This Debenture ranks pari passu with all other Debentures now or hereafter issued under the terms set forth herein.
(c) Lost
or Mutilated Debenture. If this Debenture shall be mutilated, lost, stolen or destroyed, the Company shall execute and deliver, in
exchange and substitution for and upon cancellation of a mutilated Debenture, or in lieu of or in substitution for a lost, stolen or
destroyed Debenture, a new Debenture for the principal amount of this Debenture so mutilated, lost, stolen or destroyed, but only upon
receipt of evidence of such loss, theft or destruction of such Debenture, and of the ownership hereof, reasonably satisfactory to the
Company.
(d) Governing
Law. All questions concerning the construction, validity, enforcement and interpretation of this Debenture shall be governed by and
construed and enforced in accordance with the internal laws of the State of New York, without regard to the principles of conflict of
laws thereof. Each party agrees that all legal proceedings concerning the interpretation, enforcement and defense of the transactions
contemplated by any of the Transaction Documents (whether brought against a party hereto or its respective Affiliates, directors, officers,
shareholders, employees or agents) shall be commenced in the state and federal courts sitting in the City of New York, Borough of Manhattan
(the “New York Courts”). Each party hereto hereby irrevocably submits to the exclusive jurisdiction of the New York
Courts for the adjudication of any dispute hereunder or in connection herewith or with any transaction contemplated hereby or discussed
herein (including with respect to the enforcement of any of the Transaction Documents), and hereby irrevocably waives, and agrees not
to assert in any suit, action or proceeding, any claim that it is not personally subject to the jurisdiction of such New York Courts,
or such New York Courts are improper or inconvenient venue for such proceeding. Each party hereby irrevocably waives personal service
of process and consents to process being served in any such suit, action or proceeding by mailing a copy thereof via registered or certified
mail or overnight delivery (with evidence of delivery) to such party at the address in effect for notices to it under this Debenture
and agrees that such service shall constitute good and sufficient service of process and notice thereof. Nothing contained herein shall
be deemed to limit in any way any right to serve process in any other manner permitted by applicable law. Each party hereto hereby irrevocably
waives, to the fullest extent permitted by applicable law, any and all right to trial by jury in any legal proceeding arising out of
or relating to this Debenture or the transactions contemplated hereby. If any party shall commence an action or proceeding to enforce
any provisions of this Debenture, then the prevailing party in such action or proceeding shall be reimbursed by the other party for its
attorneys fees and other costs and expenses incurred in the investigation, preparation and prosecution of such action or proceeding.
(e) Waiver.
Any waiver by the Company or the Holder of a breach of any provision of this Debenture shall not operate as or be construed to be a waiver
of any other breach of such provision or of any breach of any other provision of this Debenture. The failure of the Company or the Holder
to insist upon strict adherence to any term of this Debenture on one or more occasions shall not be considered a waiver or deprive that
party of the right thereafter to insist upon strict adherence to that term or any other term of this Debenture on any other occasion.

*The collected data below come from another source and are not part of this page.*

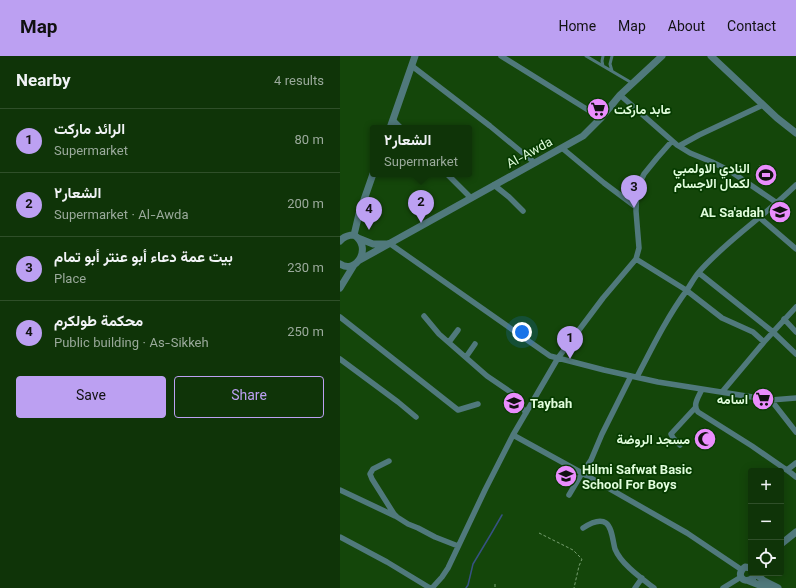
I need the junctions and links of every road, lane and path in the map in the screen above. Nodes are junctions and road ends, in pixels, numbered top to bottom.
1 (415, 56) edge
2 (501, 56) edge
3 (586, 56) edge
4 (596, 56) edge
5 (603, 56) edge
6 (612, 56) edge
7 (711, 56) edge
8 (659, 57) edge
9 (592, 58) edge
10 (597, 62) junction
11 (412, 66) junction
12 (603, 66) junction
13 (612, 71) junction
14 (632, 83) junction
15 (620, 95) junction
16 (763, 104) junction
17 (601, 118) junction
18 (393, 120) junction
19 (391, 125) edge
20 (398, 125) edge
21 (796, 133) edge
22 (672, 141) junction
23 (679, 146) junction
24 (562, 148) junction
25 (535, 163) junction
26 (372, 177) edge
27 (450, 177) edge
28 (494, 185) junction
29 (796, 186) edge
30 (471, 198) junction
31 (777, 203) junction
32 (636, 207) junction
33 (523, 211) dead end
34 (759, 217) junction
35 (356, 236) junction
36 (340, 241) edge
37 (389, 243) junction
38 (796, 249) edge
39 (636, 258) junction
40 (356, 263) junction
41 (340, 264) edge
42 (698, 273) junction
43 (340, 288) edge
44 (686, 290) junction
45 (796, 307) edge
46 (424, 316) dead end
47 (340, 317) edge
48 (784, 319) junction
49 (458, 330) dead end
50 (773, 332) junction
51 (796, 332) edge
52 (448, 342) junction
53 (764, 342) junction
54 (475, 344) dead end
55 (796, 354) edge
56 (466, 357) junction
57 (558, 358) junction
58 (340, 359) edge
59 (634, 377) junction
60 (702, 389) junction
61 (722, 392) junction
62 (796, 398) edge
63 (771, 400) junction
64 (478, 404) dead end
65 (695, 408) junction
66 (526, 413) junction
67 (416, 417) dead end
68 (796, 432) edge
69 (513, 435) junction
70 (680, 445) dead end
71 (389, 461) dead end
72 (796, 463) edge
73 (787, 470) junction
74 (582, 473) junction
75 (796, 478) edge
76 (340, 490) edge
77 (569, 495) dead end
78 (397, 518) junction
79 (583, 528) dead end
80 (796, 532) edge
81 (539, 533) dead end
82 (340, 537) edge
83 (784, 542) edge
84 (458, 546) junction
85 (748, 568) edge
86 (742, 570) junction
87 (754, 576) edge
88 (759, 576) edge
89 (742, 577) junction
90 (642, 578) junction
91 (749, 580) junction
92 (495, 584) dead end
93 (431, 588) edge
94 (495, 588) edge
95 (574, 588) edge
96 (635, 588) edge
97 (654, 588) edge
98 (723, 588) edge
99 (767, 588) edge
100 (778, 588) edge

1 - 11 street
2 - 17 street
3 - 9 lane
4 - 10 lane
5 - 12 lane
6 - 13 lane
7 - 16 street
8 - 14 street, Al-Awda
9 - 10 lane
10 - 12 lane
11 - 18 street
11 - 25 street
12 - 13 lane
13 - 14 lane
14 - 15 street, Al-Awda
15 - 17 street, Al-Awda
15 - 22 street
16 - 21 street
16 - 23 street
17 - 24 street, Al-Awda
18 - 19 street
18 - 20 street
22 - 23 street
22 - 32 street
23 - 31 street
24 - 25 street, Al-Awda
24 - 32 street
25 - 28 street, Al-Awda
26 - 35 street
27 - 30 street
28 - 30 street, Al-Awda
28 - 33 street
29 - 31 street
30 - 37 street, Al-Awda
31 - 34 street
32 - 39 street
34 - 38 street
34 - 42 street
35 - 36 street
35 - 37 street
35 - 40 street
37 - 40 street, Al-Awda
37 - 57 street
39 - 44 street
39 - 57 street
40 - 41 street
40 - 43 street
42 - 44 street
42 - 50 street
44 - 53 street
44 - 59 street
45 - 48 street
46 - 52 street
47 - 64 street
48 - 50 street
48 - 51 street
49 - 52 street
50 - 53 street
50 - 55 street
52 - 56 street
53 - 61 street
54 - 56 street
56 - 66 street
57 - 59 street
57 - 66 street
58 - 67 street
59 - 60 street
59 - 74 street
60 - 61 street
60 - 65 street
61 - 63 street
62 - 63 street
63 - 68 street
65 - 70 street
65 - 73 street
66 - 69 street
69 - 74 street
69 - 84 street
71 - 78 street
72 - 73 street
73 - 75 street
74 - 77 street
74 - 86 street
76 - 78 street
78 - 84 street
79 - 90 street
80 - 83 street
81 - 95 path
82 - 93 street
84 - 93 street
85 - 86 street
86 - 89 street
87 - 91 street
88 - 100 street
89 - 91 street
89 - 98 street
90 - 96 street
90 - 97 street
91 - 99 street
92 - 94 path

Any waiver by the Company or the Holder must be in writing.
(f) Severability.
If any provision of this Debenture is invalid, illegal or unenforceable, the balance of this Debenture shall remain in effect, and if
any provision is inapplicable to any Person or circumstance, it shall nevertheless remain applicable to all other Persons and circumstances.
If it shall be found that any interest or other amount deemed interest due hereunder violates the applicable law governing usury, the
applicable rate of interest due hereunder shall automatically be lowered to equal the maximum rate of interest permitted under applicable
law. The Company covenants (to the extent that it may lawfully do so) that it shall not at any time insist upon, plead, or in any manner
whatsoever claim or take the benefit or advantage of, any stay, extension or usury law or other law which would prohibit or forgive the
Company from paying all or any portion of the principal of or interest on this Debenture as contemplated herein, wherever enacted, now
or at any time hereafter in force, or which may affect the covenants or the performance of this Debenture, and the Company (to the extent
it may lawfully do so) hereby expressly waives all benefits or advantage of any such law, and covenants that it will not, by resort to
any such law, hinder, delay or impede the execution of any power herein granted to the Holder, but will suffer and permit the execution
of every such as though no such law has been enacted.
(g) Remedies,
Characterizations, Other Obligations, Breaches and Injunctive Relief. The remedies provided in this Debenture shall be cumulative
and in addition to all other remedies available under this Debenture and any of the other Transaction Documents at law or in equity (including
a decree of specific performance and/or other injunctive relief), and nothing herein shall limit the Holder’s right to pursue actual
and consequential damages for any failure by the Company to comply with the terms of this Debenture. The Company covenants to the Holder
that there shall be no characterization concerning this instrument other than as expressly provided herein. Amounts set forth or provided
for herein with respect to payments, conversion and the like (and the computation thereof) shall be the amounts to be received by the
Holder and shall not, except as expressly provided herein, be subject to any other obligation of the Company (or the performance thereof).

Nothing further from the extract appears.